The first time I saw Adi Da was at a Darshan in 1986. That first
Darshan was very powerful for me because I experienced a transcendent "exit" from
the body and a meeting with Him outside of the body. It was exhilarating and ecstatic.
It happened spontaneously and, for me, it removed any doubt and concern I might
have had about His authenticity as a Great Spiritual Realizer. From that time
on I became even more interested in His Work.
My second Darshan was truly
wonderful. I had an experience of being totally "there" with Him, relieved of
all contraction at the heart, and I was lifted into a simple, happy everything-just-as-it-is
state and I carry that state of mind and body with me still. Seeing Him in person
has changed my relationship to Him only in the sense that it has deepened my respect
for Him and my feeling of devotion to Him.
Though I am not a formal member
of Adidam, I feel the greatest devotion to Him. His Work enters my life, His Teaching
enters my heart, and I gratefully use what I assimilate from His Presence in my
service to others.
I also actively talk about Adi Da to others — to people
who have a spiritual bent, to other Spirit Rock dharma teachers, and I talk a
lot about Him with my personal friends. In fact, I have described my recent Darshan
of Him so many, many times now that I'm needing to stop talking about it!
I
feel that Adi Da's Teachings have tremendous significance for humanity in general.

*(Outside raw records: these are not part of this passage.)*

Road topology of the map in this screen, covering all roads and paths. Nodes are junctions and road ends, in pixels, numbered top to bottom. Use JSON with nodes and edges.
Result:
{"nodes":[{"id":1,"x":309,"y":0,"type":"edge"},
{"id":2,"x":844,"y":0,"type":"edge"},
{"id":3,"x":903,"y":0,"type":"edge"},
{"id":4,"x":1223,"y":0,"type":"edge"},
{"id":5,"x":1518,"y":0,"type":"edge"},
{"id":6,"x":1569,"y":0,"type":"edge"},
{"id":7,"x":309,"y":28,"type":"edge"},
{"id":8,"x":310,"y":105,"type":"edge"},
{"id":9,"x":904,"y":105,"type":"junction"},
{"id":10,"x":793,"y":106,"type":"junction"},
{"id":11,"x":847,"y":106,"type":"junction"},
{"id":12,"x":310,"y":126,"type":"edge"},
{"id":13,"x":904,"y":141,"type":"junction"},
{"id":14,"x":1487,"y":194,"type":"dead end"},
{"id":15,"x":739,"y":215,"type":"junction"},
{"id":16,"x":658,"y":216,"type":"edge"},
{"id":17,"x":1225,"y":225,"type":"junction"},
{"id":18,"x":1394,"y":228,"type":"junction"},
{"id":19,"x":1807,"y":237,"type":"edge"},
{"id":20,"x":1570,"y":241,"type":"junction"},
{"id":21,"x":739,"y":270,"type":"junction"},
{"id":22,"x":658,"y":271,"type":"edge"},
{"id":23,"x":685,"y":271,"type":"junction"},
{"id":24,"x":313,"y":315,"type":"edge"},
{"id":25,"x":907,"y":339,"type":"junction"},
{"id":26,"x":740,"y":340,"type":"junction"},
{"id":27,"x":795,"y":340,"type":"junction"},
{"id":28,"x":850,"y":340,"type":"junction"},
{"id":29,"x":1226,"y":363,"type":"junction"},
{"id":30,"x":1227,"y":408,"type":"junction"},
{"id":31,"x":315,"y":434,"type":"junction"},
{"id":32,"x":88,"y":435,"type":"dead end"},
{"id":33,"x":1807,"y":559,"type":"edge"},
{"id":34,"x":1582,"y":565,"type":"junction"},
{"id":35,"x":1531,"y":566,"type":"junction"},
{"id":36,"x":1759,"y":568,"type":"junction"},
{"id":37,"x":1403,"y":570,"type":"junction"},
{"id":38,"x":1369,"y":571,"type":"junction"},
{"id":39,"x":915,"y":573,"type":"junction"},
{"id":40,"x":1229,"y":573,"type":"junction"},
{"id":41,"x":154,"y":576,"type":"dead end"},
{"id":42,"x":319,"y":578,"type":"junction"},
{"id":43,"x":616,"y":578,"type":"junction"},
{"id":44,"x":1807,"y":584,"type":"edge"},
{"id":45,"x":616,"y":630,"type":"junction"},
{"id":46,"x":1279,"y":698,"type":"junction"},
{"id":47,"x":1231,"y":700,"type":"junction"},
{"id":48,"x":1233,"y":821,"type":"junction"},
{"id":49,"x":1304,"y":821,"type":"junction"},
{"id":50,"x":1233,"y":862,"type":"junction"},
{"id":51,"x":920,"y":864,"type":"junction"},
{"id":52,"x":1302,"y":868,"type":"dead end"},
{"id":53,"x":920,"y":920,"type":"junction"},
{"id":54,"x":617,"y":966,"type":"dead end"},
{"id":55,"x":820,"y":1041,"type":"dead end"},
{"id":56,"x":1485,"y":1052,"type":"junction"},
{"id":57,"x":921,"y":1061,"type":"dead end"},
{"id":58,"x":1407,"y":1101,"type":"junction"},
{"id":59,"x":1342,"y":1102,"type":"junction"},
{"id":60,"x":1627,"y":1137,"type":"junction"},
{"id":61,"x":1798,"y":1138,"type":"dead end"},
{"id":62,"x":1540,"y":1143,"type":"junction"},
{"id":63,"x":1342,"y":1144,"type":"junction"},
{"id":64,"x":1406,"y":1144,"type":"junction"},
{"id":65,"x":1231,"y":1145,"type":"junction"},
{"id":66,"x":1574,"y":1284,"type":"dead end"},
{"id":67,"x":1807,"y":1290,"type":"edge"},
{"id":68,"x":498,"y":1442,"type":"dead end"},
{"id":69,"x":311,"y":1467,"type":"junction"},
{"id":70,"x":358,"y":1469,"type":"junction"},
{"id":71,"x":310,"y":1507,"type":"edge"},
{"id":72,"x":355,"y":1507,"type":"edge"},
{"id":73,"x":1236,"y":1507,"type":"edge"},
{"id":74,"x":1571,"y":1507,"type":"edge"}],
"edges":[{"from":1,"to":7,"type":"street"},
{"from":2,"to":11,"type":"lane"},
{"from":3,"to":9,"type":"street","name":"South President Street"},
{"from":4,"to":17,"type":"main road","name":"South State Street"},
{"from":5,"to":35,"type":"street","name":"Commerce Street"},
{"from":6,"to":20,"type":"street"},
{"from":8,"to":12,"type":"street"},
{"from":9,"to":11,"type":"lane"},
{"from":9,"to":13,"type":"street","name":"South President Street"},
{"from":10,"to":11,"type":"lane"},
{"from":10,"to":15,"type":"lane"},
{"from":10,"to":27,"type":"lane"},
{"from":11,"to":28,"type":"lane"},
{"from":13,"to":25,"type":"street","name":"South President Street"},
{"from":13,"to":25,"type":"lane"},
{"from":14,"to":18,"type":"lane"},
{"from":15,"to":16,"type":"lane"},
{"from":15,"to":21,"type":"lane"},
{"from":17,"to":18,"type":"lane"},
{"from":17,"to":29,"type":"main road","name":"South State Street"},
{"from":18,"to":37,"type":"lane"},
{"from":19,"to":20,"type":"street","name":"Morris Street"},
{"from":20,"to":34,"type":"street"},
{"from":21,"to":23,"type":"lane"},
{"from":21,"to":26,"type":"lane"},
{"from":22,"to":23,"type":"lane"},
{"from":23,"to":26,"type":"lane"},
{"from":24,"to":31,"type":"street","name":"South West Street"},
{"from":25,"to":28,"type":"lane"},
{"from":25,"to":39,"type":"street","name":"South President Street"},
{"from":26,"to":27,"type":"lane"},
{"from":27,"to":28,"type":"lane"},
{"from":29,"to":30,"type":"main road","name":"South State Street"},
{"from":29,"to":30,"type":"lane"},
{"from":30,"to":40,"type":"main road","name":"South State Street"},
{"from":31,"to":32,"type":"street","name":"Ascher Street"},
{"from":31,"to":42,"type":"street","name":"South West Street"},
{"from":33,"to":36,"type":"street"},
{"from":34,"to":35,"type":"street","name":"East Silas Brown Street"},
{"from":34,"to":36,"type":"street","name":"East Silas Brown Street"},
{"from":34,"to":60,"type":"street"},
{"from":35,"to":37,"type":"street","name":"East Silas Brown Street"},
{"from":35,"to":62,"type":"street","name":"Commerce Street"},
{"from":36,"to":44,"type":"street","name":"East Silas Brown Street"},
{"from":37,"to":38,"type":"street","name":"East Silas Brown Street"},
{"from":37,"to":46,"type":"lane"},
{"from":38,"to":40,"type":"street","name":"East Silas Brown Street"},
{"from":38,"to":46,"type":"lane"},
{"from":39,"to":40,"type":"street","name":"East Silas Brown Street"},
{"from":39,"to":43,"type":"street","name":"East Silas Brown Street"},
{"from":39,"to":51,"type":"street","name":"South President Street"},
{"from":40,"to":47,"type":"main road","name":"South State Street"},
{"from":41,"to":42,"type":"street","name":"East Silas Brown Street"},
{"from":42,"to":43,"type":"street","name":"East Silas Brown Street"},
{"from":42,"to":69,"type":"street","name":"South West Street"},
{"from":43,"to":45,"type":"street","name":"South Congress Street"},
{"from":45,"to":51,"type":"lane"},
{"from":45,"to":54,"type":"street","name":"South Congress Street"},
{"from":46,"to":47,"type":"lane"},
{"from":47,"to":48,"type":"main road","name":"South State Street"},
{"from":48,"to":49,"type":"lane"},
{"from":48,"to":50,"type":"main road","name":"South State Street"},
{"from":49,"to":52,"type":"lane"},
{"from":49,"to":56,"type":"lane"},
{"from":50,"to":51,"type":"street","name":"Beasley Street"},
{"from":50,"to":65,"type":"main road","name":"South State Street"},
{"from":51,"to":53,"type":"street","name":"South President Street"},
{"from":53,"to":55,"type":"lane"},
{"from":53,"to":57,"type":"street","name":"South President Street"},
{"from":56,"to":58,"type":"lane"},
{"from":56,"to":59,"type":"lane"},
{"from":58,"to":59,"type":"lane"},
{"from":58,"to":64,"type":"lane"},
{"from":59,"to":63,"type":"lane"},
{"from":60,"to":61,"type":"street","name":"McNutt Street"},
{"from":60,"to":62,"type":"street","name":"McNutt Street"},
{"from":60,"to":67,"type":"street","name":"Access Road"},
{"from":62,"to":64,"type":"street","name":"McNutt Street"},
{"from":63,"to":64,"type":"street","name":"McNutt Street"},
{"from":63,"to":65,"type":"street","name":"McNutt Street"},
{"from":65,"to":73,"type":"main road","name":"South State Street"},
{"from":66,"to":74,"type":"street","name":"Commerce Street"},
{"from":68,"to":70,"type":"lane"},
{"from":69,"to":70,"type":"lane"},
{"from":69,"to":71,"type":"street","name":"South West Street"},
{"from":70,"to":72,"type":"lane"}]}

He presents a foundation and a structure for sanity. The equation "Cooperation
+ Tolerance = Peace" that He has Taught is deceptively simple but extremely
profound as a guide for sane living that applies to all human beings, both individually
and collectively. [Ed. note: See also Adi Da's book, Not-Two Is Peace.] He is one among the very few genuinely sane public figures that
I have ever encountered. And so I think that His Teachings, particularly in the
West — in this culture where there are so few people who can be admired and are
serving as role models — are of the greatest significance.